Par Louis Imbert Publié aujourd’hui à 11h03, mis à jour à 11h16

Temps de Lecture 3 min.

Hassan Rohani et Mohammad Javad Zarif, à Téhéran, en janvier 2016.
Hassan Rohani et Mohammad Javad Zarif, à Téhéran, en janvier 2016. Vahid Salemi / AP

L’Etat iranien a mis un terme à deux jours de crise, mercredi 27 février, en refusant la démission du ministre des affaires étrangères, Mohammad Javad Zarif. Ce diplomate, maître d’œuvre de l’accord sur le nucléaire de juillet 2015, serait allé « à l’encontre de l’intérêt du pays » en se retirant, a jugé le président Hassan Rohani dans une lettre ouverte adressée à son ministre.

« Comme l’a dit le Guide [suprême, Ali Khamenei, le premier personnage de l’Etat], vous êtes “digne de confiance, courageux et pieux”, et à la pointe de la résistance contre la pression totale exercée par les Etats-Unis » contre le pays, depuis que Washington s’est retiré de l’accord sur le nucléaire en mai 2018.

M. Rohani mettait fin à une querelle d’appareil, dans laquelle se joue le respect par l’Iran de ses obligations sur le nucléaire et sa capacité à résister aux sanctions américaines. Téhéran compte sur l’aide de ses « parrains » russe et chinois, mais également sur les signataires européens de l’accord – la France, le Royaume-Uni et l’Allemagne –, auprès desquels M. Zarif demeure un interlocuteur privilégié, au talent reconnu.

« Côté sombre »

Mardi, M. Zarif avait dénoncé dans la presse la perte d’influence de son ministère sur la diplomatie du pays, face à des centres de pouvoir concurrents. Il s’exprimait au lendemain d’une visite non annoncée du dictateur syrien, Bachar Al-Assad, venu remercier Téhéran pour l’aide militaire et financière qui lui a permis de survivre à sept ans de guerre. M. Zarif n’avait pas été convié à ces entrevues.

C’était un accroc au protocole mais, sur le fond, la politique syrienne échappe bien au gouvernement. La conduite des opérations militaires et politiques est assurée par un général des gardiens de la révolution, Ghassem Soleimani, en collaboration avec le chef du Hezbollah libanais, Hassan Nasrallah. M. Zarif a par ailleurs moins de familiarité avec le régime syrien que le conseiller diplomatique du Guide, Ali Akbar Velayati, qui a multiplié durant la guerre les allers-retours à Damas, et qui porte la voix du Guide à Moscou. Ces deux hommes ont assisté aux entrevues de M. Assad à Téhéran.

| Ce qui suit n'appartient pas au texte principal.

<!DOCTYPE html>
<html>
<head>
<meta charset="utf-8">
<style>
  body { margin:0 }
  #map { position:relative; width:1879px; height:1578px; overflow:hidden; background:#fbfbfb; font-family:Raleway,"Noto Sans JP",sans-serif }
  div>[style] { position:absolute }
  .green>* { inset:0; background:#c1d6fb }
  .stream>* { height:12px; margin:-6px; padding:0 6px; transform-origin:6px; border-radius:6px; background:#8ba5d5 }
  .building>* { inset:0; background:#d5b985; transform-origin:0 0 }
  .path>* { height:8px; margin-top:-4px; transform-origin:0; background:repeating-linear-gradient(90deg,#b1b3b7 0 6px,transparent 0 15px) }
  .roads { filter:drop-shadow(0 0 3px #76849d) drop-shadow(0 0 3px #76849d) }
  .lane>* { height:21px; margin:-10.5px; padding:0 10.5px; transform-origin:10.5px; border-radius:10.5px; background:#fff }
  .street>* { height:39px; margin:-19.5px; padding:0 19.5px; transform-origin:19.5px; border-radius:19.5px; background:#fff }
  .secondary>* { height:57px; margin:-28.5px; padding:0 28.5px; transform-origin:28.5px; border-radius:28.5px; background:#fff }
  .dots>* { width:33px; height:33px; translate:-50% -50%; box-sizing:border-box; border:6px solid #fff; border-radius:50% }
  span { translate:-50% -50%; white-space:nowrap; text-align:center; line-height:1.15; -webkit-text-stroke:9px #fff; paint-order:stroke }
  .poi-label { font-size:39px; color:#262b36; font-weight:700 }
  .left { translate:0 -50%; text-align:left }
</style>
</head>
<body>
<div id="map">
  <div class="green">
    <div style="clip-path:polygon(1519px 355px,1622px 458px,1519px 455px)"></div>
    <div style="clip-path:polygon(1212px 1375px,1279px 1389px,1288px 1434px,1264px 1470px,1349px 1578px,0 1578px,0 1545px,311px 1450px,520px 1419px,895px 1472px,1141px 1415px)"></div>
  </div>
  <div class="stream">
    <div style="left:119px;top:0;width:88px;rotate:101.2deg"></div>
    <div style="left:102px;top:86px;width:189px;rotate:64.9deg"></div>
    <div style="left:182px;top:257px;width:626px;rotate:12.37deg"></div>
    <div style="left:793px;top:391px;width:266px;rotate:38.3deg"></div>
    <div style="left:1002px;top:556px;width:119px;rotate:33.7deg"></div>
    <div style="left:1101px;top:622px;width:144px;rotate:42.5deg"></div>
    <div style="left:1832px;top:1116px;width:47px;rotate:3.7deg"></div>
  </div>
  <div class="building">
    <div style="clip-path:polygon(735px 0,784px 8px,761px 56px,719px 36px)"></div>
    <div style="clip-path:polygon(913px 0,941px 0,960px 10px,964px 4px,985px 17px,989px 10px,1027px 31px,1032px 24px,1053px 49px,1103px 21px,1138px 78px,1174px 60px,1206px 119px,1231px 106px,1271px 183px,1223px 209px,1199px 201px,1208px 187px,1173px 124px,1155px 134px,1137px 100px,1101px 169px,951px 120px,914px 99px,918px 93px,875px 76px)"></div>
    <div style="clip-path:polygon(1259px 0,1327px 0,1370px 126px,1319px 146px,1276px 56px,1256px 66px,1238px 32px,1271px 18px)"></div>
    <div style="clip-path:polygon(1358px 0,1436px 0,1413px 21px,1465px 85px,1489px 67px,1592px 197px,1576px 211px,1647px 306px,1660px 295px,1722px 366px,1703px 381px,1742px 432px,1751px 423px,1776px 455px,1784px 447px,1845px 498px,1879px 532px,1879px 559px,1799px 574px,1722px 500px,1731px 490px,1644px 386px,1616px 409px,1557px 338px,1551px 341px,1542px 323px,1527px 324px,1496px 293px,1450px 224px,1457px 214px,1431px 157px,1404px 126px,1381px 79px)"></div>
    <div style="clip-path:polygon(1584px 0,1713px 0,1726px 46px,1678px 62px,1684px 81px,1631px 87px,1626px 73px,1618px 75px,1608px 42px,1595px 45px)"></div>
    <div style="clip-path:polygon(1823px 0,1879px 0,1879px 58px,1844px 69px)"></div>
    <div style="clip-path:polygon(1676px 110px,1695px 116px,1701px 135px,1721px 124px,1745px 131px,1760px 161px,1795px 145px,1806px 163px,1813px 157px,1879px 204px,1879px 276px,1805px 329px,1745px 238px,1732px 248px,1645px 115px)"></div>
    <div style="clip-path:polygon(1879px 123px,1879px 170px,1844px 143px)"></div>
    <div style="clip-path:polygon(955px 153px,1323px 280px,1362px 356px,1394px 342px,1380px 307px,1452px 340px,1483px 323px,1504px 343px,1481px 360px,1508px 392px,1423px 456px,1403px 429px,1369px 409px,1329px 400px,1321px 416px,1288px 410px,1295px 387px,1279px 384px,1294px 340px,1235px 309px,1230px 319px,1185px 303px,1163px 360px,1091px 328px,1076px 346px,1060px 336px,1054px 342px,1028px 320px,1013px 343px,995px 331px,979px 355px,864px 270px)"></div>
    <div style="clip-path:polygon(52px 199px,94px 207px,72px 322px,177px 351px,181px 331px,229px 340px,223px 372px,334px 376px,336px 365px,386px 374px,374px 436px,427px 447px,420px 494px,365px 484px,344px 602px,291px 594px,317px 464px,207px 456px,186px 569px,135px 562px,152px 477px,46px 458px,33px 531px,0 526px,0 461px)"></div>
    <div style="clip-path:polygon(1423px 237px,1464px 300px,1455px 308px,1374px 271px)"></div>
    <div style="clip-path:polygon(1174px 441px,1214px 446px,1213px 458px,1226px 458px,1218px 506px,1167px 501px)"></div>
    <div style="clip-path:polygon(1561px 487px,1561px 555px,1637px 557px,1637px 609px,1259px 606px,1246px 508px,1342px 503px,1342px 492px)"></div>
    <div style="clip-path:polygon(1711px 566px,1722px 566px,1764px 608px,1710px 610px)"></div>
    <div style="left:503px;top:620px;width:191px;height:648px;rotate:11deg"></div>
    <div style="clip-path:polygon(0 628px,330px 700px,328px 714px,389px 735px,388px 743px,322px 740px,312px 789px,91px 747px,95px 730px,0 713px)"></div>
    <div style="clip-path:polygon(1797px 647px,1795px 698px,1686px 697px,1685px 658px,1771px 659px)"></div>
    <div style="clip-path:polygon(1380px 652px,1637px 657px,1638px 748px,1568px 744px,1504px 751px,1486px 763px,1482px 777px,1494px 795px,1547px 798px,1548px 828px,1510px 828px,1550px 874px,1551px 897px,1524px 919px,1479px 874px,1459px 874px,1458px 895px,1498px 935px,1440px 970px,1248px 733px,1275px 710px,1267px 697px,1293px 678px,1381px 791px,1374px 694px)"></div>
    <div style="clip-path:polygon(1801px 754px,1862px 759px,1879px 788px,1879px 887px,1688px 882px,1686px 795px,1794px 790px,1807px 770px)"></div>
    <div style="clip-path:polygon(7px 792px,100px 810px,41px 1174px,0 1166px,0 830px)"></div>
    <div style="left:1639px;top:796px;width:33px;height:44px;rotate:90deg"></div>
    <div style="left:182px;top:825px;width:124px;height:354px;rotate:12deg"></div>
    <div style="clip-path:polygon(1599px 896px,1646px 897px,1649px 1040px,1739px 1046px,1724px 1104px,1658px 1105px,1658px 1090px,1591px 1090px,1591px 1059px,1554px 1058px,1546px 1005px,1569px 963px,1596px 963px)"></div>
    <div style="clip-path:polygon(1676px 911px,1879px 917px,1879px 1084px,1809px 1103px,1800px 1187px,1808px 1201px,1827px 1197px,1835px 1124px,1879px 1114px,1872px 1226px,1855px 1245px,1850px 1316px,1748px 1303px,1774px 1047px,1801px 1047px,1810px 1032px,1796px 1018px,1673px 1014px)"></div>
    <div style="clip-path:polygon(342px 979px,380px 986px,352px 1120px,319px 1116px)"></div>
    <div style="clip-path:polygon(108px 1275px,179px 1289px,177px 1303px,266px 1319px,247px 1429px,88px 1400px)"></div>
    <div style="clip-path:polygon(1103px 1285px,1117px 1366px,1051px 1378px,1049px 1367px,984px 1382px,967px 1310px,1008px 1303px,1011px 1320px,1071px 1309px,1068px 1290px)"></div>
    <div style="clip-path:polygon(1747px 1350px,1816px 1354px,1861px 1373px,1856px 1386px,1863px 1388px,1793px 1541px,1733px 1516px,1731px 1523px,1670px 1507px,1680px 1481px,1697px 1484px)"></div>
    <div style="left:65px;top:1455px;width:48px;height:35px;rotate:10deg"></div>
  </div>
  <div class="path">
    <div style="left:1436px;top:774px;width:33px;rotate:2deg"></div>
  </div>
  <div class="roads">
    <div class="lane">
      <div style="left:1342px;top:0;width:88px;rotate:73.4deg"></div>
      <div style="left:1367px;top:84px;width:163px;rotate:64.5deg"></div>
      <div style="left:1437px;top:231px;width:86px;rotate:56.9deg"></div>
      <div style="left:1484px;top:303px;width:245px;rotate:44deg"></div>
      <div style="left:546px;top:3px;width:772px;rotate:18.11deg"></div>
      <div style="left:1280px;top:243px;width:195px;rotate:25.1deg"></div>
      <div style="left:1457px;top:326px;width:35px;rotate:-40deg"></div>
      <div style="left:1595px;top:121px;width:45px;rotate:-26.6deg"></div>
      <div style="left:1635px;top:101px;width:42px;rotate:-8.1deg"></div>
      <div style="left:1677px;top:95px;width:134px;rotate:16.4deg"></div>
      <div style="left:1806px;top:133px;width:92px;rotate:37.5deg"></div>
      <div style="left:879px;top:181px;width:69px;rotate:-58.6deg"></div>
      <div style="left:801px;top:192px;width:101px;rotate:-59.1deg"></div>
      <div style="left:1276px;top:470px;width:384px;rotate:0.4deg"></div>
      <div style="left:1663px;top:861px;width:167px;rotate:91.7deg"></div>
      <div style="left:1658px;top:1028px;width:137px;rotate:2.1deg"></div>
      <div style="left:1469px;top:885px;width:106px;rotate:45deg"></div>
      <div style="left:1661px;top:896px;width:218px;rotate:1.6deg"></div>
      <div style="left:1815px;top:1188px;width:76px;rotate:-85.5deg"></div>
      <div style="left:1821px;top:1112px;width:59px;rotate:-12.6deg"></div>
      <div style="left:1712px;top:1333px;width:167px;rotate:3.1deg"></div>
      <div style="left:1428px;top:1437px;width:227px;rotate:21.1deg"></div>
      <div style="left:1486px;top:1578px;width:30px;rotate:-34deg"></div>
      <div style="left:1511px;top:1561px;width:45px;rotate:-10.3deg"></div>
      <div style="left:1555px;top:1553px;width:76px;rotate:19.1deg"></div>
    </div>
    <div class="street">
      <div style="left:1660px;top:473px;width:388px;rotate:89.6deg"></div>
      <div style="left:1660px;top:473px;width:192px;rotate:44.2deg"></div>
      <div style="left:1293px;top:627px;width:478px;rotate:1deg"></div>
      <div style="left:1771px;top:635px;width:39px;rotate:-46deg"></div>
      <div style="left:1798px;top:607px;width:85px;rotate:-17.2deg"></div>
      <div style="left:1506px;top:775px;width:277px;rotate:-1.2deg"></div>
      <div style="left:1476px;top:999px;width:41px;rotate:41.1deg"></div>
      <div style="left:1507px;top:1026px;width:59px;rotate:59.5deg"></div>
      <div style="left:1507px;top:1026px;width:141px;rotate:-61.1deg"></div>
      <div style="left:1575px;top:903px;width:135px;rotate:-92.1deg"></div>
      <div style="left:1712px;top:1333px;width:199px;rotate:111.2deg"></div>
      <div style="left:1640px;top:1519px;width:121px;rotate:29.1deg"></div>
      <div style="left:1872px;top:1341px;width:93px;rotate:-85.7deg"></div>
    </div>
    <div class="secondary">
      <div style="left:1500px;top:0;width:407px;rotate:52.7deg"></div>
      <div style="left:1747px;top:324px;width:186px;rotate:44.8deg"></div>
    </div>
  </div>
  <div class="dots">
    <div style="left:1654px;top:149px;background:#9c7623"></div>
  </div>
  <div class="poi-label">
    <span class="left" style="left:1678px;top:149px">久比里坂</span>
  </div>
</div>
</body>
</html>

C’était un signe de plus de l’affaiblissement du gouvernement Rohani, depuis sa réélection à la présidence en mai 2017. « Le “côté sombre” de l’Etat a conforté sa mainmise sur tout le reste : la politique régionale, la défense, les questions de sécurité… Le ministre des affaires étrangères devient un directeur de la communication. M. Zarif, par sa forte personnalité, peut encore se permettre quelques sorties, mais il est sous pression », notait récemment un diplomate européen. Paris s’en désole, souhaitant sauver l’accord nucléaire, en pressant Téhéran d’ouvrir un nouveau chapitre de négociations, qui porterait notamment sur son influence jugée nocive dans la région.

Travail de sape

Le général Soleimani a lui-même rappelé, mercredi, que M. Zarif est « bien chargé de la politique étrangère » du pays, selon l’agence Sepah News, liée aux gardiens. Ce pragmatique, qui a par le passé affiché sa proximité avec M. Zarif, s’inscrivait ainsi dans la ligne officielle.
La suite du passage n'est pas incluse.